A friend and I were discussing instant gratification syndrome and the causes, side effects, and work-arounds. It seems that the current generation of hipster-geeks has been handed everything on demand and that microwave ovens, broadband connectivity, cell phones, and instant messaging have infected us with this strange disorder.
- iBook On the Slow Boat – Back in October, I bought an iBook (right after the refresh) and of course there were delays and the reload button on my at-work-browser actually broke because I hit it too many times on the FedEx page. “Why can’t Apple just materialize the iBook in my lap after they approved my credit card?” “Well son, our transporters just won’t work from Taiwan to South Carolina.”

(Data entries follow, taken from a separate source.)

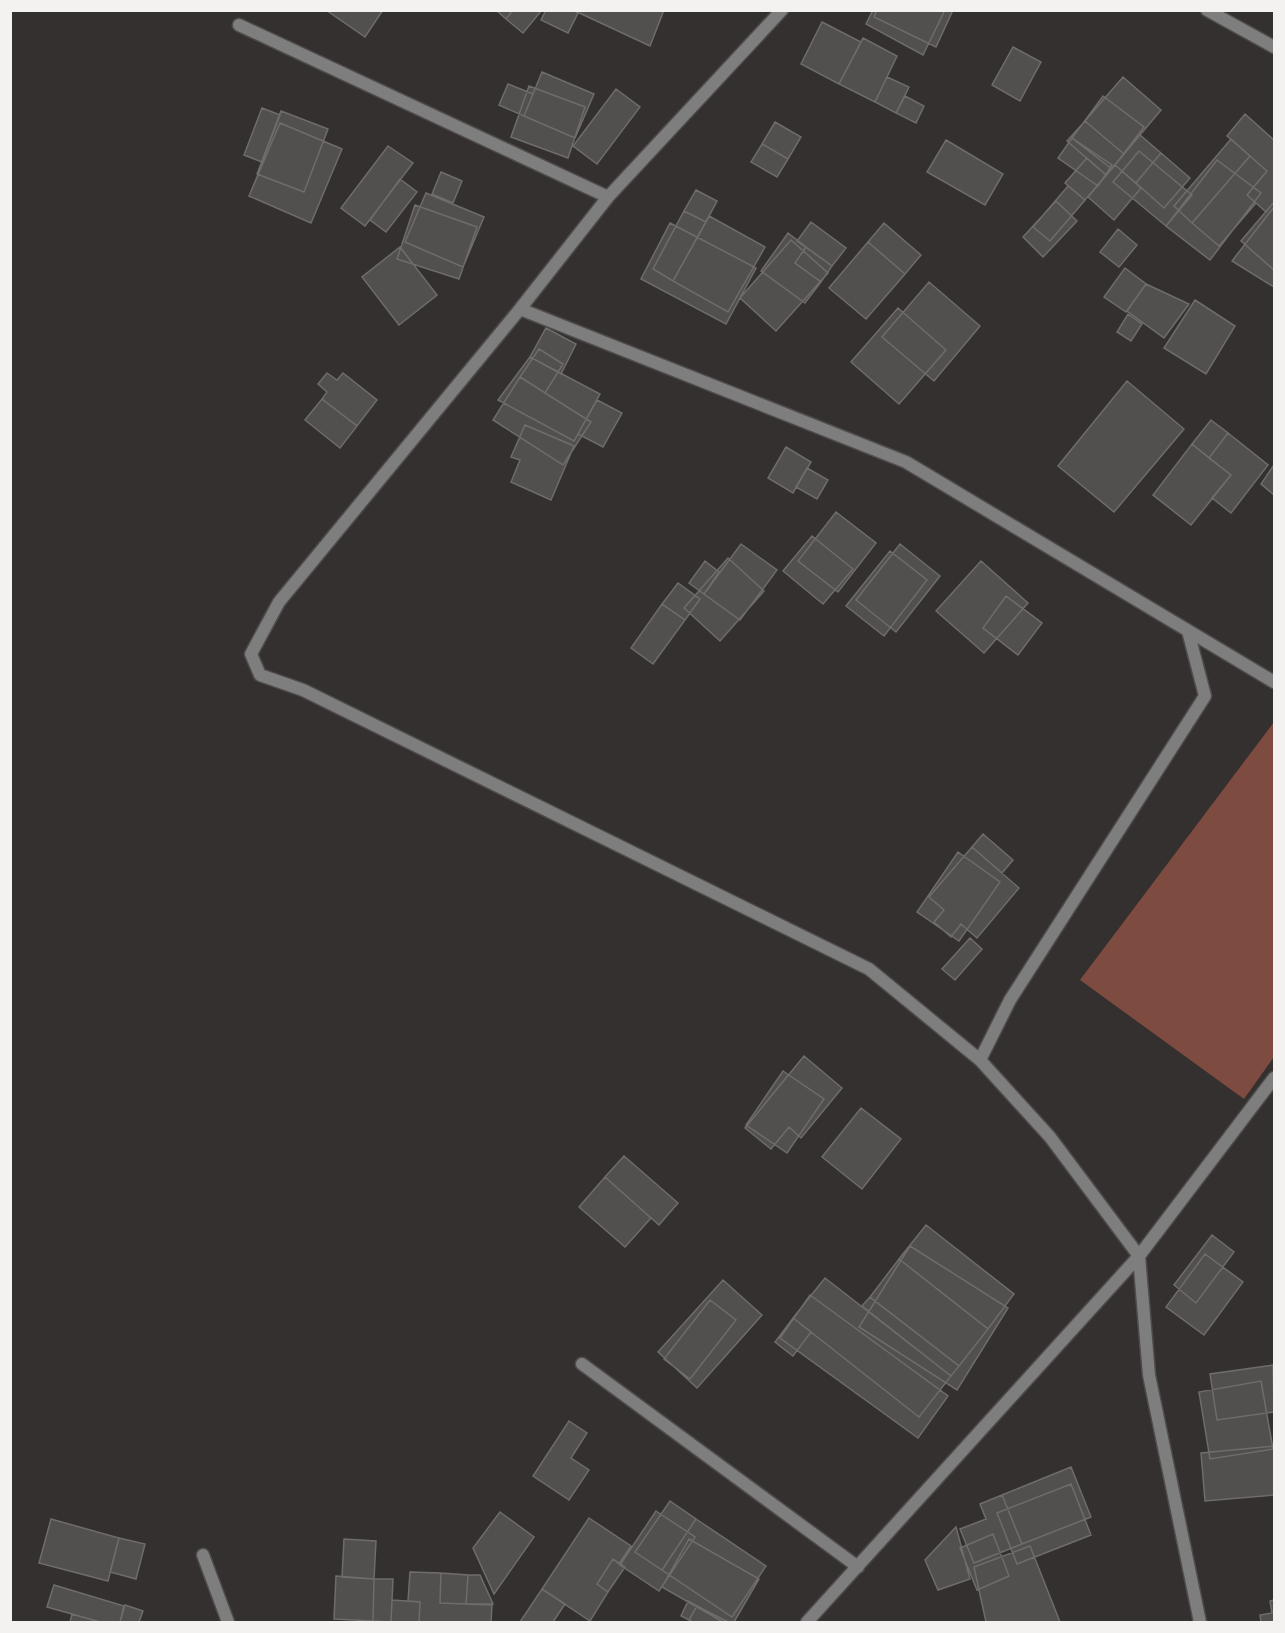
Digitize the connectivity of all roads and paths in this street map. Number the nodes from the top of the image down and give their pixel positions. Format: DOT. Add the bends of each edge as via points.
graph roads {
  1 [pos="782,10"];
  2 [pos="1207,10"];
  3 [pos="239,25"];
  4 [pos="1275,47"];
  5 [pos="608,197"];
  6 [pos="520,309"];
  7 [pos="1188,631"];
  8 [pos="1275,682"];
  9 [pos="980,1060"];
  10 [pos="1275,1078"];
  11 [pos="1139,1256"];
  12 [pos="582,1364"];
  13 [pos="203,1555"];
  14 [pos="858,1567"];
  15 [pos="228,1623"];
  16 [pos="807,1623"];
  17 [pos="1200,1623"];
  1 -- 5 [label="street"];
  2 -- 4 [label="street"];
  3 -- 5 [label="street"];
  5 -- 6 [label="street"];
  6 -- 7 [label="street" via="906,462"];
  6 -- 9 [label="street" via="279,602 251,654 260,675 303,690 869,969"];
  7 -- 8 [label="street"];
  7 -- 9 [label="street" via="1205,696 1010,1000"];
  9 -- 11 [label="street" via="1050,1137"];
  10 -- 11 [label="street"];
  11 -- 14 [label="street"];
  11 -- 17 [label="street" via="1149,1375"];
  12 -- 14 [label="street"];
  13 -- 15 [label="street"];
  14 -- 16 [label="street"];
}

- “Boy, Could I Use a…” – Been meaning to buy that new $8 gadget z that you can only find on amazon.com? You can’t do it, can you? By the time it gets here, it’ll be too late because you need it right now. Here’s the thing, Peter: you’ll need it again in a week. It’s gonna take you 90 seconds to buy it (I know you don’t have to find it because it’s on your wishlist) so go do it right now. If you managed to make it back after your amazon.com shopping spree, thanks. You’ll be thanking me next week when your package comes from amazon and you don’t have to slap yourself in the forehead again for not having gadget z right when you need it.
- Urgent! 911! Help! Help! – Why isn’t Dungeons and Dragons guy responding to my requests for [insert help desk ticket number here] yet? This is the most debilitating example that I can come up with because when I’m frustrated about waiting for something that I think is dire, I’m insufferable and nonproductive. I’m working on it though. For a few weeks, I’ve had a sentence on my whiteboard: “It’s probably not as urgent as you think.” It serves as a reminder that I can cope with waiting.
All of these situations where I long for instant gratification serve as a distraction against by biggest goal – to get things done so I can spend time with my family and at leisure.
Instant gratification syndrome is also very debilitating if you live in my area. About ninety-eight percent of the population just isn’t in a hurry to do anything – which makes it hard if you’re anxious, easily distracted, or just in a hurry. Try keeping your head on straight while driving behind a 1972 Impala going 1/3 of the posted speed limit with its left turn signal on for 14 miles. We have no Fry’s, no Apple store, and a lot of hipster-geek paraphernalia just has to be waited on.
If you notice these same effects, make yourself wait on things on occassion. Take your iPod to work and go home the long way; bring your Moleskine to a restaurant when it’s way overpacked and just jot some ideas down while you patiently wait for a table. Practice for a time when you have to wait, and learn to make the most of it.